In conjunction with the sale of Rexair (see Overview), we received a 30% equity interest in Rexair’s new parent company. This investment is being accounted for under the equity method of accounting in accordance with APB No. 18. Our share of Rexair’s net earnings after the date of sale is recorded in other expense, net.
Taxes
Our effective tax rate in the nine months ended 2005 declined as a result of the following:
    No taxes will be incurred on the Rexair gain because it resulted in a capital loss for tax purposes.
 
    A $2.9 million tax benefit was recognized in the second quarter of 2005 upon the completion of a Federal tax audit of a subsidiary.
 
    A $4.4 million tax benefit was recognized in the third quarter of 2005 as a result of a Federal tax audit of our consolidated tax returns for the fiscal years 1998 through 2002. The benefit resulted from agreed upon computational adjustments. The IRS provided their preliminary report for this audit in July 2005. We continue to discuss the findings in the preliminary report with the IRS. We have adequate reserves to cover the current proposed adjustments.
Excluding the impact of these three items, our effective tax rate for the year has increased as a result of the change in the mix of foreign and domestic earnings after the sales of Rexair and Eljer.
During the nine months ended 2004, we received a refund of $4.0 million relating to the examination of the federal income tax returns for the fiscal years 1995 through 1997, which was already included in our tax rates in prior periods.

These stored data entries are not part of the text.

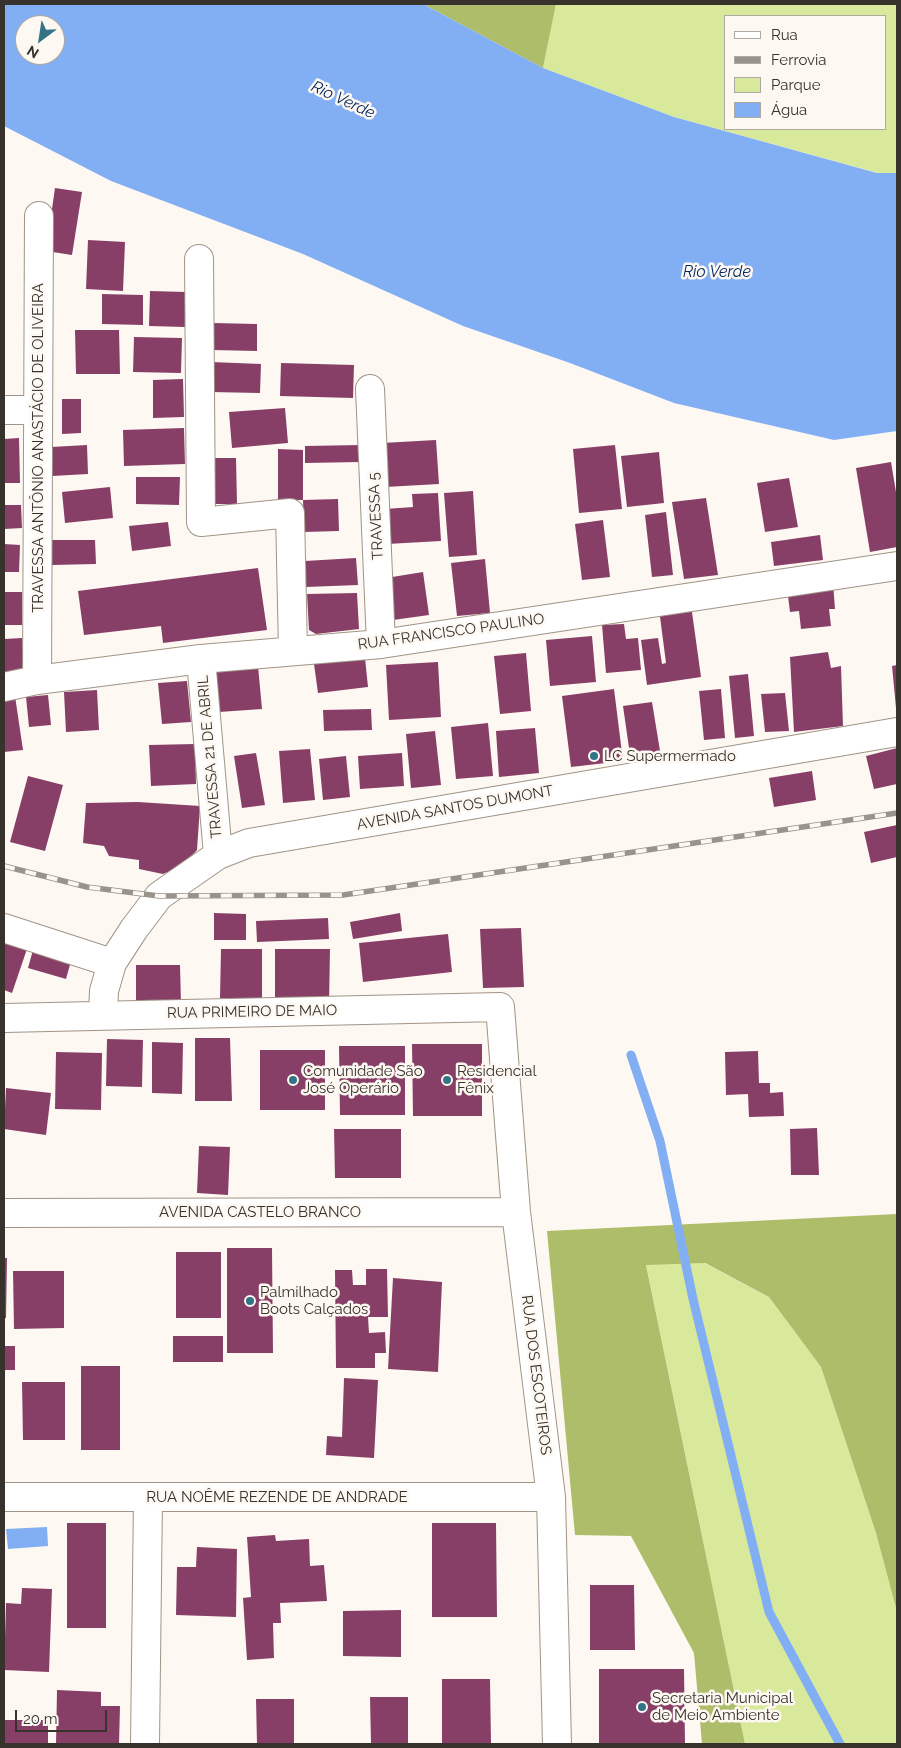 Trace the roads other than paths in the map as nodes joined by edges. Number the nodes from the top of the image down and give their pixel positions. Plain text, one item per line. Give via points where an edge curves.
1 (39, 216) dead end
2 (199, 259) dead end
3 (370, 389) dead end
4 (4, 410) edge
5 (38, 410) junction
6 (897, 566) edge
7 (381, 644) junction
8 (293, 652) junction
9 (201, 659) junction
10 (37, 680) junction
11 (4, 687) edge
12 (897, 732) edge
13 (218, 855) junction
14 (4, 928) edge
15 (112, 963) junction
16 (500, 1007) joint
17 (103, 1015) junction
18 (4, 1018) edge
19 (4, 1212) edge
20 (516, 1212) junction
21 (4, 1497) edge
22 (148, 1497) junction
23 (551, 1497) junction
24 (145, 1744) edge
25 (558, 1744) edge

1 - 5 street, TRAVESSA ANTÔNIO ANASTÁCIO DE OLIVEIRA
2 - 8 street via 201,522 290,514
3 - 7 street, TRAVESSA 5
4 - 5 street
5 - 10 street, TRAVESSA ANTÔNIO ANASTÁCIO DE OLIVEIRA
6 - 7 street, RUA FRANCISCO PAULINO
7 - 8 street, RUA FRANCISCO PAULINO
8 - 9 street, RUA FRANCISCO PAULINO
9 - 10 street, RUA FRANCISCO PAULINO
9 - 13 street, TRAVESSA 21 DE ABRIL
10 - 11 street, RUA FRANCISCO PAULINO
12 - 13 street, AVENIDA SANTOS DUMONT via 249,843
13 - 15 street, AVENIDA SANTOS DUMONT via 160,896
14 - 15 street
15 - 17 street, AVENIDA SANTOS DUMONT via 104,992
16 - 17 street, RUA PRIMEIRO DE MAIO
16 - 20 street, RUA DOS ESCOTEIROS
17 - 18 street, RUA PRIMEIRO DE MAIO
19 - 20 street, AVENIDA CASTELO BRANCO
20 - 23 street, RUA DOS ESCOTEIROS
21 - 22 street, RUA NOÊME REZENDE DE ANDRADE
22 - 23 street, RUA NOÊME REZENDE DE ANDRADE
22 - 24 street
23 - 25 street, RUA DOS ESCOTEIROS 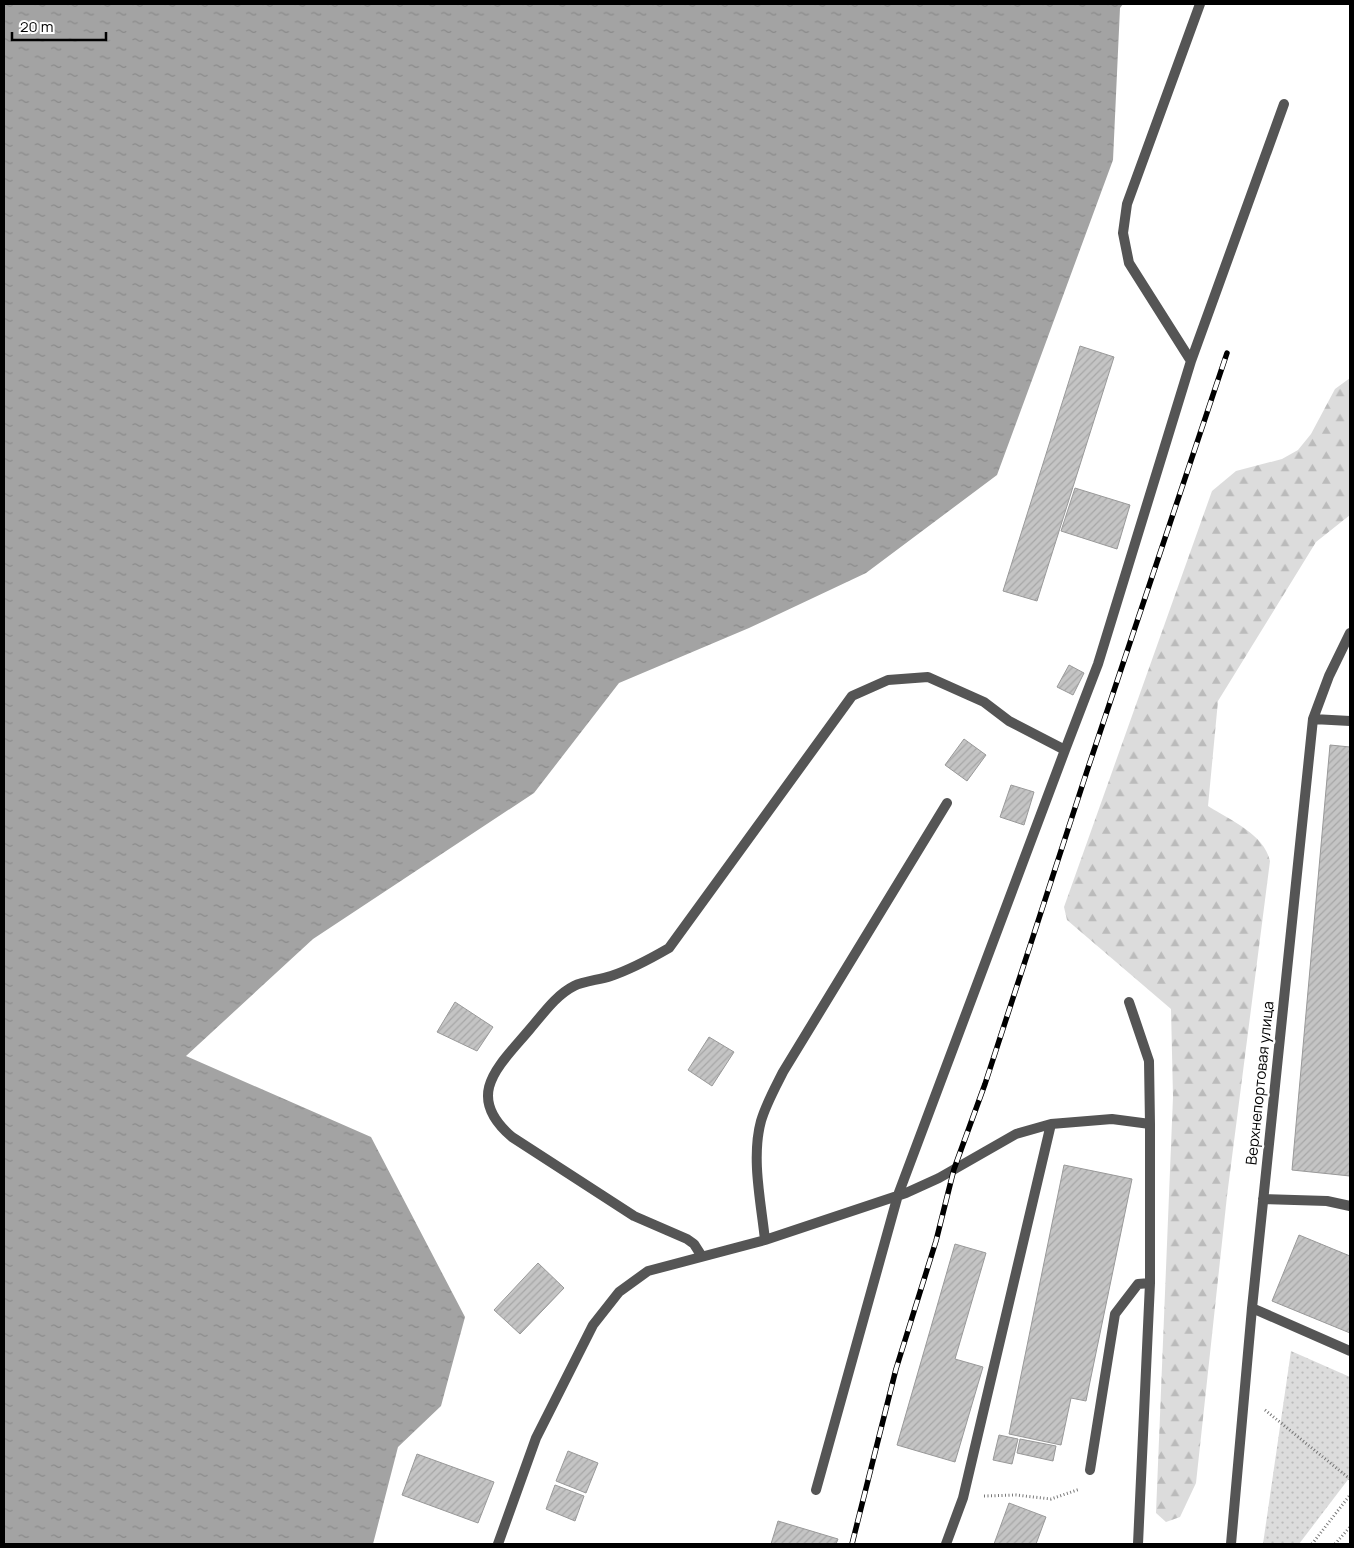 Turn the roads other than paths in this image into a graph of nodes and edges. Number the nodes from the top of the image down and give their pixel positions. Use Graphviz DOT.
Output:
graph roads {
  1 [pos="1200,4"];
  2 [pos="1284,104"];
  3 [pos="1191,361"];
  4 [pos="1350,633"];
  5 [pos="1313,719"];
  6 [pos="1350,721"];
  7 [pos="1065,750"];
  8 [pos="947,803"];
  9 [pos="1129,1002"];
  10 [pos="1051,1124"];
  11 [pos="1150,1124"];
  12 [pos="898,1195"];
  13 [pos="1263,1200"];
  14 [pos="1350,1206"];
  15 [pos="765,1240"];
  16 [pos="700,1255"];
  17 [pos="1150,1283"];
  18 [pos="1252,1308"];
  19 [pos="1350,1351"];
  20 [pos="1090,1470"];
  21 [pos="816,1490"];
  22 [pos="498,1544"];
  23 [pos="946,1544"];
  24 [pos="1138,1544"];
  25 [pos="1231,1544"];
  1 -- 3 [label="lane"];
  2 -- 3 [label="lane"];
  3 -- 7 [label="lane"];
  4 -- 5 [label="lane, Верхнепортовая улица"];
  5 -- 6 [label="lane"];
  5 -- 13 [label="lane, Верхнепортовая улица"];
  7 -- 12 [label="lane"];
  7 -- 16 [label="lane"];
  8 -- 15 [label="lane"];
  9 -- 11 [label="lane"];
  10 -- 11 [label="lane"];
  10 -- 12 [label="lane"];
  10 -- 23 [label="lane"];
  11 -- 17 [label="lane"];
  12 -- 15 [label="lane"];
  12 -- 21 [label="lane"];
  13 -- 14 [label="lane"];
  13 -- 18 [label="lane, Верхнепортовая улица"];
  15 -- 16 [label="lane"];
  16 -- 22 [label="lane"];
  17 -- 20 [label="lane"];
  17 -- 24 [label="lane"];
  18 -- 19 [label="lane"];
  18 -- 25 [label="lane, Верхнепортовая улица"];
} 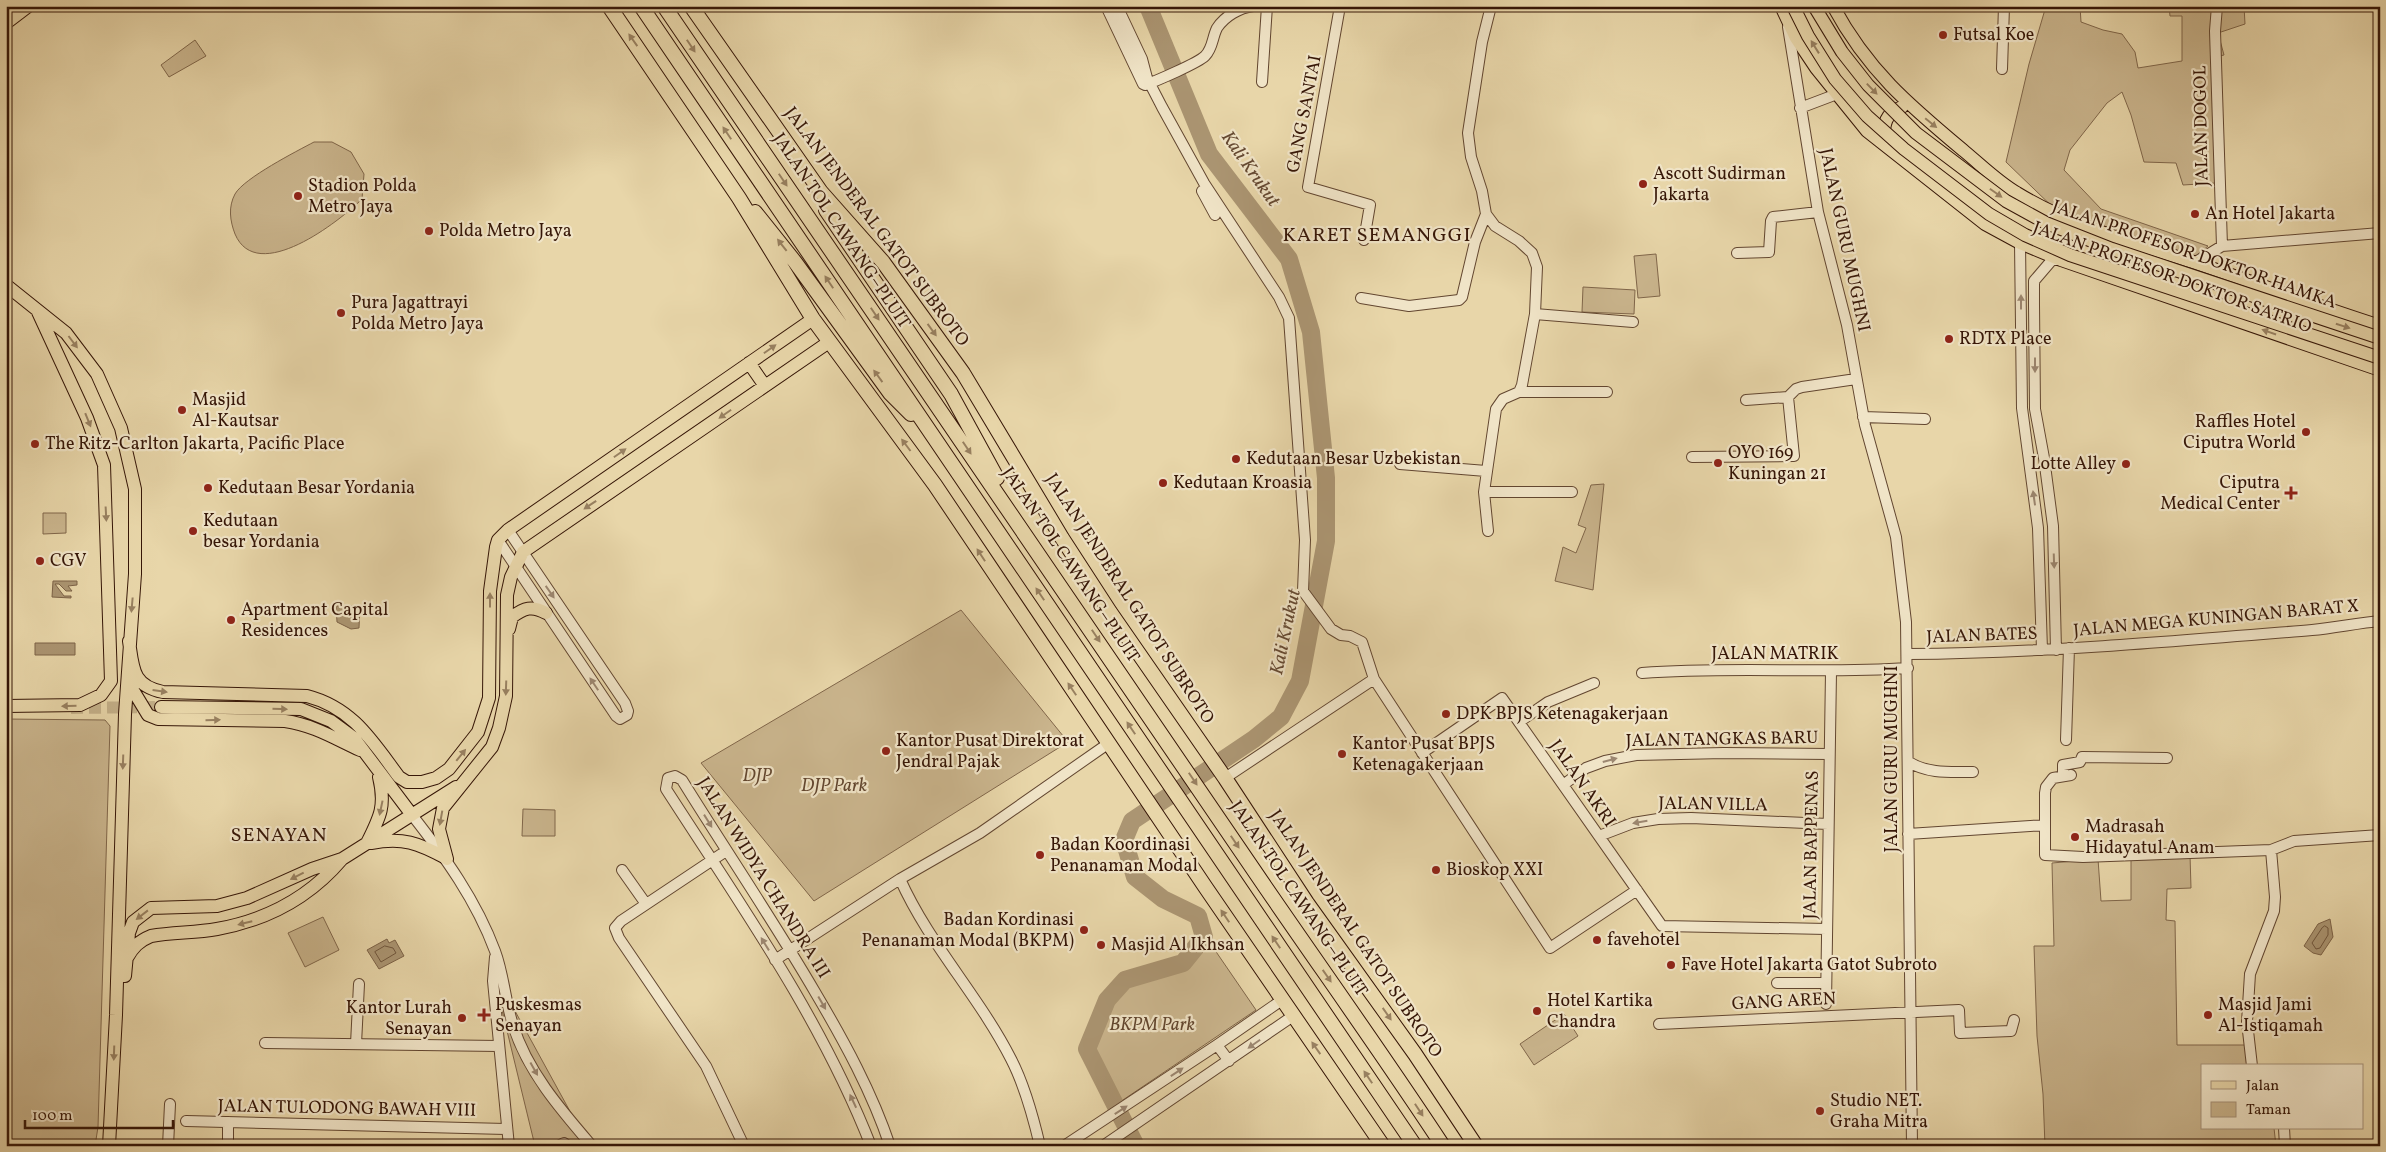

In addition to the tax refund, we received $2.5 million in interest relating to the refund, which was included in interest income in the nine months ended 2004.
Restructuring Costs
The activity in the restructuring liability accounts by cost category is as follows:
                         
    Lease and   Severance    
    Contract-Related   and Related   Total
    Costs   Costs   Costs
At September 30, 2004
  $ 3.1     $ 2.5     $ 5.6  
Charges (credits)
    (0.3 )     3.9       3.6  
Cash payments
    (0.9 )     (3.8 )     (4.7 )
 
                       
At June 30, 2005
  $ 1.9     $ 2.6     $ 4.5  
 
                       
During the third quarter and nine months ended 2005, we recorded net restructuring charges of $1.4 million and $3.6 million, respectively. The charges included:
    Lease and contract related net credits of $0.3 million during the third quarter of 2005 associated with a reorganization of our North American bath operations. This is primarily related to an adjustment associated with the leased space used by our shared services center in Dallas, TX.
 
    Severance charges of $1.7 million for the third quarter and $3.9 million for the first nine months of 2005 associated with the consolidation of administrative functions into the shared services center in Dallas, TX along with the elimination of certain G&A positions within our North American bath operations, the streamlining of our UK Bath manufacturing operations and the elimination of certain management positions in Brazil.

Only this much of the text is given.